▸ **Work to be completed**
Starting at the first entry below, repeat all the data word for word and drop the pictures.

Dataset excerpts:
**********
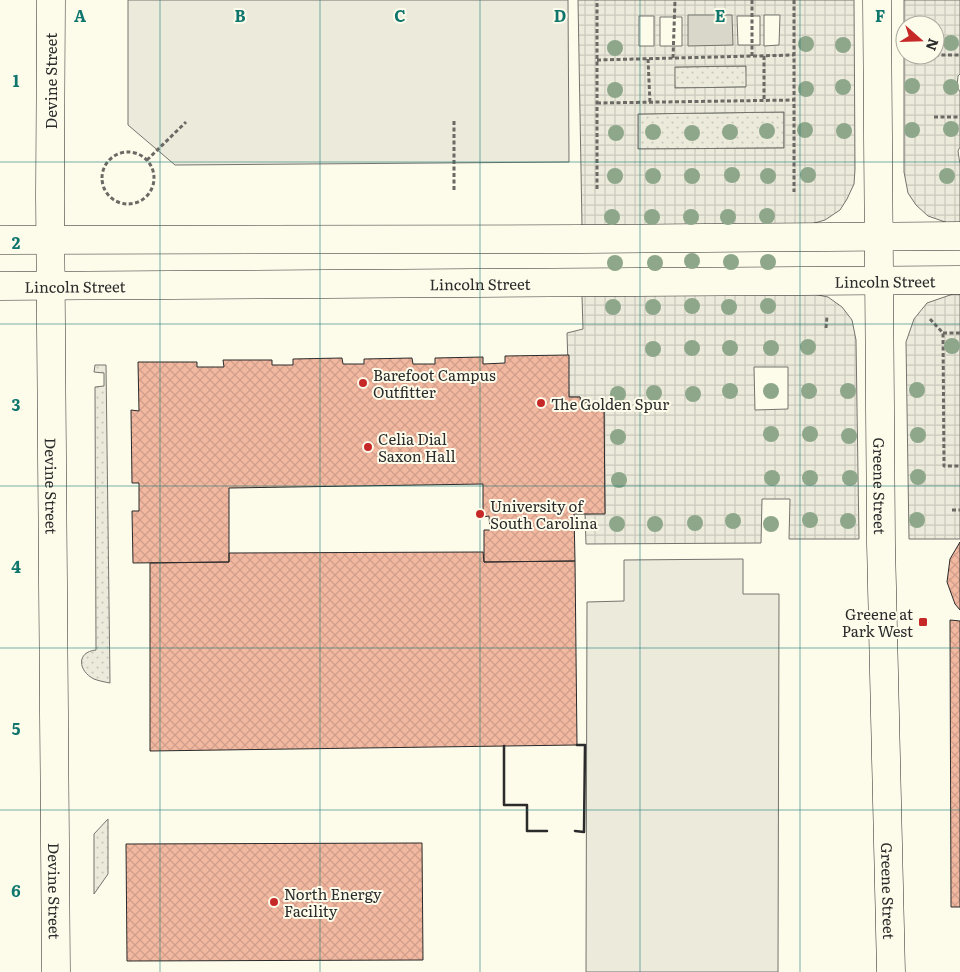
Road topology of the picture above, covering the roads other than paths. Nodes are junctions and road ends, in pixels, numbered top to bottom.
1 (51, 0) edge
2 (877, 0) edge
3 (960, 236) edge
4 (879, 237) junction
5 (0, 240) edge
6 (51, 240) junction
7 (960, 280) edge
8 (879, 281) junction
9 (51, 285) junction
10 (0, 286) edge
11 (56, 972) edge
12 (891, 972) edge

1 - 6 street, Devine Street
2 - 4 street, Greene Street
3 - 4 street
4 - 6 street
4 - 8 street, Greene Street
5 - 6 street
6 - 9 street, Devine Street
7 - 8 street, Lincoln Street
8 - 9 street, Lincoln Street
8 - 12 street, Greene Street
9 - 10 street, Lincoln Street
9 - 11 street, Devine Street

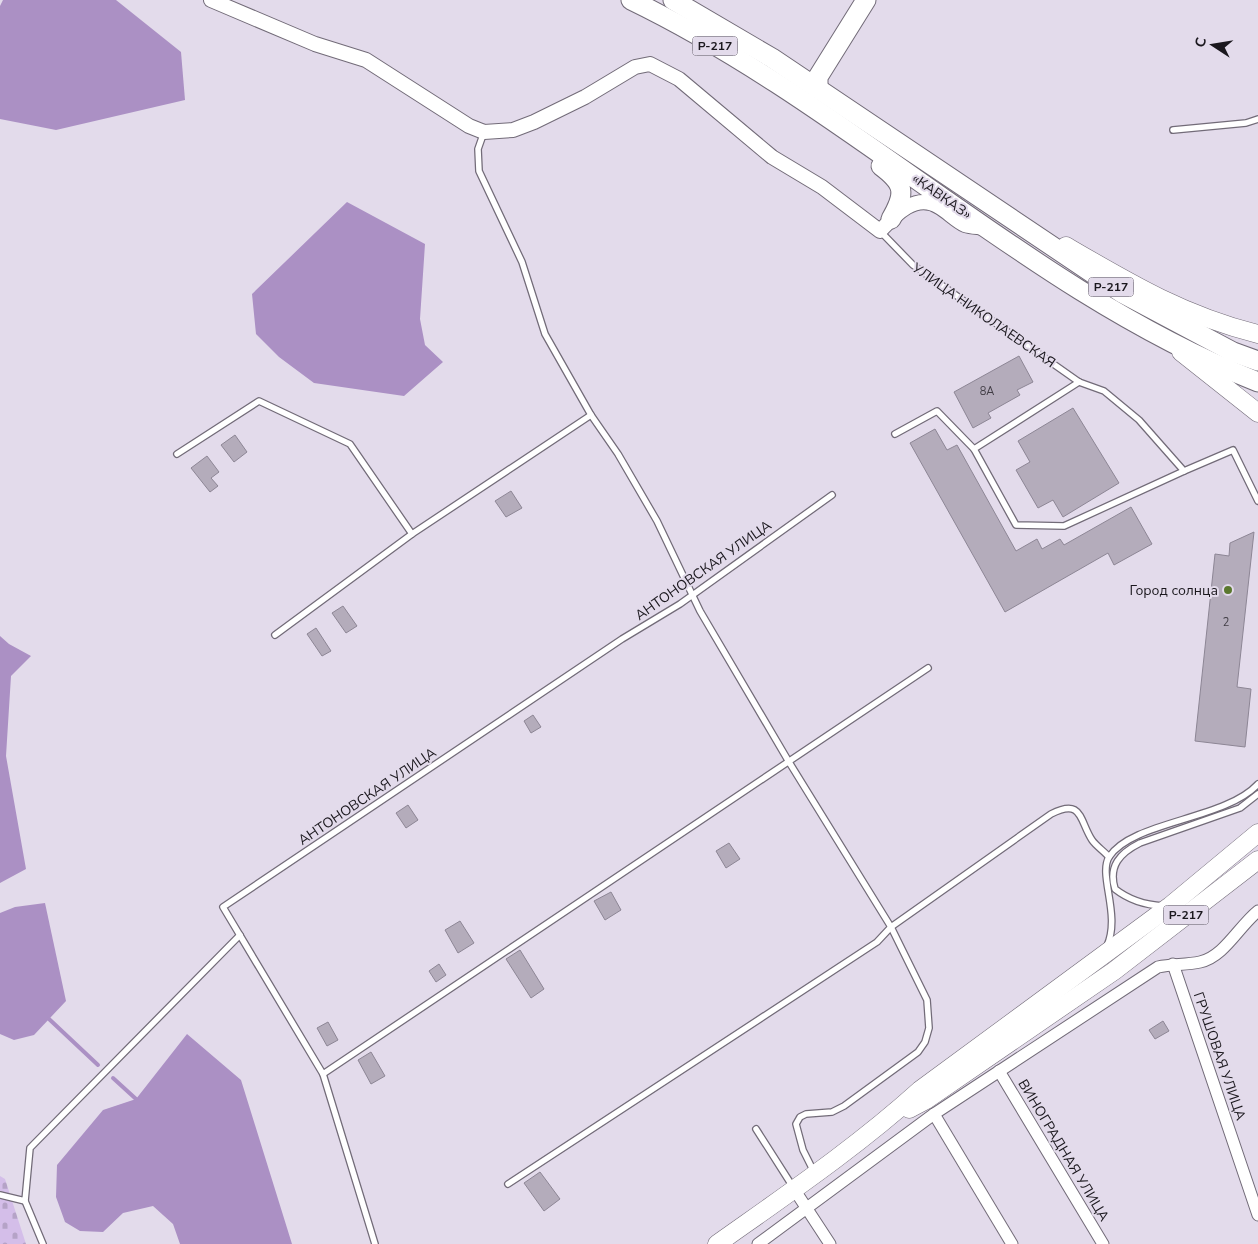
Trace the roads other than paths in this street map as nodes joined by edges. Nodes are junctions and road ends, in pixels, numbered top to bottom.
1 (211, 0) edge
2 (631, 0) edge
3 (673, 0) edge
4 (866, 0) edge
5 (814, 82) junction
6 (823, 114) junction
7 (1258, 119) edge
8 (1173, 130) dead end
9 (484, 132) junction
10 (976, 194) junction
11 (886, 225) junction
12 (988, 229) junction
13 (1258, 334) edge
14 (1171, 344) junction
15 (1258, 362) edge
16 (1078, 382) junction
17 (1258, 382) edge
18 (1252, 408) edge
19 (591, 415) junction
20 (896, 434) dead end
21 (974, 449) junction
22 (177, 454) dead end
23 (1184, 471) junction
24 (832, 495) dead end
25 (1258, 502) edge
26 (412, 534) junction
27 (692, 593) junction
28 (275, 635) dead end
29 (928, 668) dead end
30 (789, 762) junction
31 (1258, 784) edge
32 (1258, 794) edge
33 (1258, 833) edge
34 (1258, 845) edge
35 (1109, 857) junction
36 (1258, 860) edge
37 (1258, 875) edge
38 (1170, 906) junction
39 (1258, 911) edge
40 (891, 927) junction
41 (240, 936) junction
42 (1102, 956) junction
43 (1173, 964) junction
44 (1114, 971) junction
45 (999, 1071) junction
46 (323, 1074) junction
47 (934, 1114) junction
48 (887, 1120) junction
49 (756, 1129) dead end
50 (815, 1174) junction
51 (508, 1184) dead end
52 (794, 1189) junction
53 (0, 1195) edge
54 (25, 1201) junction
55 (806, 1207) junction
56 (1258, 1215) edge
57 (44, 1244) edge
58 (376, 1244) edge
59 (716, 1244) edge
60 (758, 1244) edge
61 (830, 1244) edge
62 (1012, 1244) edge
63 (1103, 1244) edge

1 - 9 street, УЛИЦА НИКОЛАЕВСКАЯ
2 - 6 highway, «КАВКАЗ» / Р-217
3 - 5 highway, «КАВКАЗ» / Р-217
4 - 5 highway
5 - 10 highway, «КАВКАЗ» / Р-217
6 - 11 highway
6 - 12 highway, «КАВКАЗ» / Р-217
7 - 8 lane
9 - 11 street, УЛИЦА НИКОЛАЕВСКАЯ
9 - 19 lane
10 - 13 main road
10 - 15 highway, «КАВКАЗ» / Р-217
11 - 12 street
11 - 16 lane, УЛИЦА НИКОЛАЕВСКАЯ
12 - 14 highway, «КАВКАЗ» / Р-217
14 - 17 highway, «КАВКАЗ» / Р-217
14 - 18 main road
16 - 21 lane
16 - 23 lane, УЛИЦА НИКОЛАЕВСКАЯ
19 - 26 lane
19 - 27 lane
20 - 21 lane
21 - 23 lane
22 - 26 lane
23 - 25 lane
24 - 27 lane, АНТОНОВСКАЯ УЛИЦА
26 - 28 lane
27 - 30 lane
27 - 41 lane, АНТОНОВСКАЯ УЛИЦА
29 - 30 lane
30 - 40 lane
30 - 46 lane
31 - 35 lane
32 - 38 lane
33 - 38 main road, Р-217
34 - 38 main road, Р-217
35 - 40 lane
35 - 42 lane
36 - 44 main road, Р-217
37 - 44 main road, Р-217
38 - 42 main road
39 - 43 street
40 - 50 lane
40 - 51 lane
41 - 46 lane, АНТОНОВСКАЯ УЛИЦА
41 - 54 lane
42 - 48 main road
43 - 45 street
43 - 56 street, ГРУШОВАЯ УЛИЦА
44 - 48 main road
45 - 47 street
45 - 63 street, ВИНОГРАДНАЯ УЛИЦА
46 - 58 lane, АНТОНОВСКАЯ УЛИЦА
47 - 55 street
47 - 62 street
48 - 50 main road
49 - 52 lane
50 - 52 main road
52 - 55 street
52 - 59 main road
53 - 54 lane
54 - 57 lane
55 - 60 street
55 - 61 street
**********
▸ **Reply**
Road topology of the picture above, covering the roads other than paths. Nodes are junctions and road ends, in pixels, numbered top to bottom.
1 (51, 0) edge
2 (877, 0) edge
3 (960, 236) edge
4 (879, 237) junction
5 (0, 240) edge
6 (51, 240) junction
7 (960, 280) edge
8 (879, 281) junction
9 (51, 285) junction
10 (0, 286) edge
11 (56, 972) edge
12 (891, 972) edge

1 - 6 street, Devine Street
2 - 4 street, Greene Street
3 - 4 street
4 - 6 street
4 - 8 street, Greene Street
5 - 6 street
6 - 9 street, Devine Street
7 - 8 street, Lincoln Street
8 - 9 street, Lincoln Street
8 - 12 street, Greene Street
9 - 10 street, Lincoln Street
9 - 11 street, Devine Street

Trace the roads other than paths in this street map as nodes joined by edges. Nodes are junctions and road ends, in pixels, numbered top to bottom.
1 (211, 0) edge
2 (631, 0) edge
3 (673, 0) edge
4 (866, 0) edge
5 (814, 82) junction
6 (823, 114) junction
7 (1258, 119) edge
8 (1173, 130) dead end
9 (484, 132) junction
10 (976, 194) junction
11 (886, 225) junction
12 (988, 229) junction
13 (1258, 334) edge
14 (1171, 344) junction
15 (1258, 362) edge
16 (1078, 382) junction
17 (1258, 382) edge
18 (1252, 408) edge
19 (591, 415) junction
20 (896, 434) dead end
21 (974, 449) junction
22 (177, 454) dead end
23 (1184, 471) junction
24 (832, 495) dead end
25 (1258, 502) edge
26 (412, 534) junction
27 (692, 593) junction
28 (275, 635) dead end
29 (928, 668) dead end
30 (789, 762) junction
31 (1258, 784) edge
32 (1258, 794) edge
33 (1258, 833) edge
34 (1258, 845) edge
35 (1109, 857) junction
36 (1258, 860) edge
37 (1258, 875) edge
38 (1170, 906) junction
39 (1258, 911) edge
40 (891, 927) junction
41 (240, 936) junction
42 (1102, 956) junction
43 (1173, 964) junction
44 (1114, 971) junction
45 (999, 1071) junction
46 (323, 1074) junction
47 (934, 1114) junction
48 (887, 1120) junction
49 (756, 1129) dead end
50 (815, 1174) junction
51 (508, 1184) dead end
52 (794, 1189) junction
53 (0, 1195) edge
54 (25, 1201) junction
55 (806, 1207) junction
56 (1258, 1215) edge
57 (44, 1244) edge
58 (376, 1244) edge
59 (716, 1244) edge
60 (758, 1244) edge
61 (830, 1244) edge
62 (1012, 1244) edge
63 (1103, 1244) edge

1 - 9 street, УЛИЦА НИКОЛАЕВСКАЯ
2 - 6 highway, «КАВКАЗ» / Р-217
3 - 5 highway, «КАВКАЗ» / Р-217
4 - 5 highway
5 - 10 highway, «КАВКАЗ» / Р-217
6 - 11 highway
6 - 12 highway, «КАВКАЗ» / Р-217
7 - 8 lane
9 - 11 street, УЛИЦА НИКОЛАЕВСКАЯ
9 - 19 lane
10 - 13 main road
10 - 15 highway, «КАВКАЗ» / Р-217
11 - 12 street
11 - 16 lane, УЛИЦА НИКОЛАЕВСКАЯ
12 - 14 highway, «КАВКАЗ» / Р-217
14 - 17 highway, «КАВКАЗ» / Р-217
14 - 18 main road
16 - 21 lane
16 - 23 lane, УЛИЦА НИКОЛАЕВСКАЯ
19 - 26 lane
19 - 27 lane
20 - 21 lane
21 - 23 lane
22 - 26 lane
23 - 25 lane
24 - 27 lane, АНТОНОВСКАЯ УЛИЦА
26 - 28 lane
27 - 30 lane
27 - 41 lane, АНТОНОВСКАЯ УЛИЦА
29 - 30 lane
30 - 40 lane
30 - 46 lane
31 - 35 lane
32 - 38 lane
33 - 38 main road, Р-217
34 - 38 main road, Р-217
35 - 40 lane
35 - 42 lane
36 - 44 main road, Р-217
37 - 44 main road, Р-217
38 - 42 main road
39 - 43 street
40 - 50 lane
40 - 51 lane
41 - 46 lane, АНТОНОВСКАЯ УЛИЦА
41 - 54 lane
42 - 48 main road
43 - 45 street
43 - 56 street, ГРУШОВАЯ УЛИЦА
44 - 48 main road
45 - 47 street
45 - 63 street, ВИНОГРАДНАЯ УЛИЦА
46 - 58 lane, АНТОНОВСКАЯ УЛИЦА
47 - 55 street
47 - 62 street
48 - 50 main road
49 - 52 lane
50 - 52 main road
52 - 55 street
52 - 59 main road
53 - 54 lane
54 - 57 lane
55 - 60 street
55 - 61 street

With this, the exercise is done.